Now, let’s see how this simplifies things.

Difference between Form 15G, Form 15H and Form 121

To understand the change better, here’s a side-by-side comparison of the old forms and the new Form 121.

Feature Form 15G/15H Form 121
Year Used Assessment Year Uses Tax Year
Language Asked for ‘Name of Assessee’ Simply asks for ‘Name’
Age details Asked for Date of Birth Asks if you’re 60+ (Yes/No)
Identification number PAN or Aadhaar allowed Only PAN
Previous ITR details Asked if you filed for the last 6 years Asks for last 2 years only
TDS sections Required section references No technical section inputs
Investment account number Required account details No investment account inputs

Overall, Form 121 reduces the number of fields, removes technical inputs, and focuses only on the details needed to confirm your eligibility.

How these changes will help you?

Form 121 will help you in three clear ways:

1. No need to choose between two forms

You don’t have to decide between Form 15G and Form 15H. A single Form 121 works for everyone, regardless of age.

2. No TDS section details required

You no longer need to identify or enter specific TDS sections while filing the form, making it easier, especially for first-time filers or senior citizens.

3. No investment account numbers needed

The form doesn’t ask for individual account or deposit details, making it quicker to fill and submit.

:light_bulb:From April 1, 2026, Form 121 will become the standard declaration form, replacing both Form 15G and Form 15H.

What this means for taxpayers?

If your income is below the taxable limit and you submit Form 15G or 15H to avoid TDS:

  • You need to file Form 121 instead of Form 15G/15H starting April 1, 2026.
  • Your eligibility remains the same – if your final tax liability is nil, you can continue submitting the declaration.
  • The process remains annual. You’ll still need to submit the form each year to your deductor, whether that’s your bank, post office, or even a tenant who pays you rent.

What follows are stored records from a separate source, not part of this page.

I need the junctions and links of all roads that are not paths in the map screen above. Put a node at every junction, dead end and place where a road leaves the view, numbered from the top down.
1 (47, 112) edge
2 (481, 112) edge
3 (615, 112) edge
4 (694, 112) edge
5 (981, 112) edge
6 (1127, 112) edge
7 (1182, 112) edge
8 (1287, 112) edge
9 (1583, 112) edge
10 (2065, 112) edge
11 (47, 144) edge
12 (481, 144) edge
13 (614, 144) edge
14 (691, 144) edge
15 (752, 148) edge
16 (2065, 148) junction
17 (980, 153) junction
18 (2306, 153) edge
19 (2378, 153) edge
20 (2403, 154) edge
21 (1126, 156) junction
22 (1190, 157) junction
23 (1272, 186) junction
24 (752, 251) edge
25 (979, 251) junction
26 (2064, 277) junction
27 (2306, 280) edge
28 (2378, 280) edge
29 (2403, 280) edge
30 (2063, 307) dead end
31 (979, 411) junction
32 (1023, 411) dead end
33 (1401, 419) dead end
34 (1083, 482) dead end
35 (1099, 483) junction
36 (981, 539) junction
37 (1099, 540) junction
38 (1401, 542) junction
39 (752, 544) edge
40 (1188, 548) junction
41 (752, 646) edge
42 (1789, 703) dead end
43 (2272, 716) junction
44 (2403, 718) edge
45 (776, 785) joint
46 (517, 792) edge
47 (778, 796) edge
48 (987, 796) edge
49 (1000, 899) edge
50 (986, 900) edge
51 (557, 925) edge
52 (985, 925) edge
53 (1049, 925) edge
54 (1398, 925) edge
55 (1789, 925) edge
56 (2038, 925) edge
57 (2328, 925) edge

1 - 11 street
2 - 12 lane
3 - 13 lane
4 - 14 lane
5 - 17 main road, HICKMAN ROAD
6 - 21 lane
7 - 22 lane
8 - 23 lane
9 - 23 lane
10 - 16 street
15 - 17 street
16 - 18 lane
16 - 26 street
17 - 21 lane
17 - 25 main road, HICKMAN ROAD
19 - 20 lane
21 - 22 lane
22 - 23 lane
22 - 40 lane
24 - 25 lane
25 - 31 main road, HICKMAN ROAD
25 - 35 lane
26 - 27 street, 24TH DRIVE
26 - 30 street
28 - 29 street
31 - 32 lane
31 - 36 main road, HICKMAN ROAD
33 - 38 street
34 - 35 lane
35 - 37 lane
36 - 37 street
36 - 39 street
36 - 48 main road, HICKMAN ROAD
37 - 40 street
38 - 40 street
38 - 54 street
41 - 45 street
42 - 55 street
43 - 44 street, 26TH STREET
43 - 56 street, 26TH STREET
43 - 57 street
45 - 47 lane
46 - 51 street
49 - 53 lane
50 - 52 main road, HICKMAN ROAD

We’ve attached the draft version of Form 121 below so you can get a head start on what the new format looks like.

Draft Form No. 121.pdf (218.0 KB)

If you want a deeper understanding of Form 121, we got you covered: What is Form 121? How to save TDS on interest and other income

This income limit is excluding of capital gains like short term /long term capital gains by share transaction if i am correct . Please let me if i am wrong .

@Diti_Savalia For holding corporate bonds of Multiple Companies, doIi need to submit such a form to every company Individually or can I submit this form to CDSL/NSDL/ or my broker, and that works?

Hey @Hemantha_Raju,

The income limit for filing Form 121 is inclusive of capital gains!

Hey @Chetan_Nahata,

Welcome to the community!

No, you do not need to submit such a form to the respective companies individually, you can directly submit it to NSDL/CDSL effective from April 1, 2026

1 Like

Mam , capital gain tax is calucalated seperately as per the period of holding buy and sell of equity . Where as sal/pension income , divident ,int income , day trading profit are computed as per slab rate . But capital gain tax will not include to compute total income up to 12.50 lacs as per my understanding . Please let me know if i am wring in my view .

oh ok thanks for clarification mam .

Hey,

Limit for rebate in income tax is different from that of the income limit for filing Form 121.

For filing Form 121, the income inclusive of capital gains should be less than the basic exemption limit.

In short, Form 121 replaces both Form 15G and 15H so anyone can file one simplified nil-TDS declaration instead of choosing age-based forms, making compliance easier and clearer.